O que dizem os gatilhos e o impacto na saúde

Um dos gatilhos determina que, no caso de déficit primário neste ano (como está projetado pelo governo e analistas), as receitas da União com a comercialização do petróleo e gás natural não sejam incluídas no cálculo da chamada “receita corrente líquida” do governo. Com isso, a receita corrente líquida crescerá menos no próximo ano. O problema é que o piso constitucional de aplicação da União em Ações e Serviços Públicos de Saúde é justamente 15% da receita corrente líquida, que terá alta menor em 2027 com a imposição do gatilho aprovado pelo Congresso Nacional – impondo perda de recursos para essa área.

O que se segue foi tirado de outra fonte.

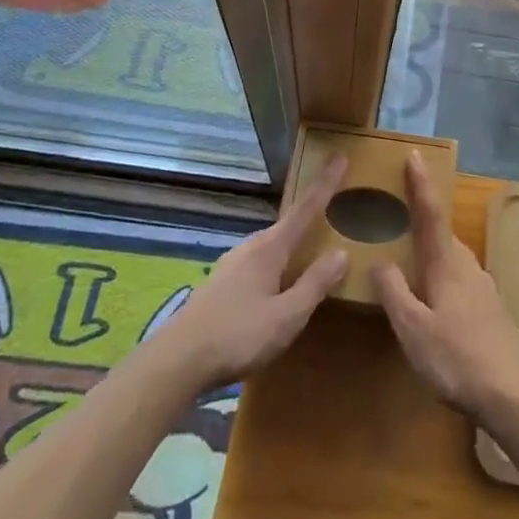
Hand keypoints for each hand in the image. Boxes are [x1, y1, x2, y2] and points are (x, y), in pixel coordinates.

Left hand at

“A IFI estima que isto implicará na criação de um espaço orçamentário em 2027, só com o piso da saúde de R$ 4,7 bilhões (15%), utilizando o cenário de referência da PPSA que projeta uma arrecadação, no próximo ano, de R$ 31 bilhões com a comercialização de óleo e gás”, informou o órgão do Senado, em nota à imprensa.

Limitação extra e espaço orçamentário

Além da área de saúde, outro gatilho aprovado no projeto de lei também retirará recursos de outras áreas, ao limitar o crescimento dessas despesas ao teto do chamado “arcabouço fiscal”, a regra para as contas públicas aprovada em 2023. Por essa regra, as despesas gerais não podem crescer mais do que 2,5% em termos reais (acima da inflação). Pelo gatilho, em caso de projeção de déficit primário no exercício 2026, o crescimento de despesas primárias atreladas a vinculações estabelecidas por legislação infraconstitucional também não poderá crescer acima disso.

Isso criará uma “limitação extra” de R$ 5 bilhões, que, segundo a IFI, impactará “despesas vinculadas sobretudo de rubricas como o Fundo Nacional de Desenvolvimento Científico Tecnológico (Lei no. 11.540/2007) e o Fundo Constitucional do Distrito Federal (Lei no. 10.633/2002)”. Os dois gatilhos juntos, portanto, têm um impacto de abrir no orçamento um espaço de cerca de R$ 10 bilhões, algo já confirmado pela área econômica do governo federal. Em um orçamento quase totalmente engessado, esses recursos serão destinados para outros gastos livres.

O ministro da Fazenda, por sua vez, negou que haja “prejuízo” com a medida, argumentando que o espaço orçamentário criado permitirá realocar recursos para prioridades do governo. A IFI, no entanto, alerta que a redução do piso da saúde pode comprometer o financiamento de serviços públicos essenciais em um momento de crescente demanda.

O debate ocorre em um cenário de aperto fiscal, com o governo buscando equilibrar as contas públicas enquanto enfrenta pressões por investimentos em áreas sociais. A aprovação do projeto, que tramitou em regime de urgência, evidencia a complexidade das negociações no Congresso, onde emendas e “jabutis” são frequentemente utilizados para viabilizar acordos políticos. A sanção presidencial é aguardada para os próximos dias, e especialistas já questionam os efeitos de longo prazo da medida sobre a sustentabilidade do sistema de saúde e de outros fundos vinculados.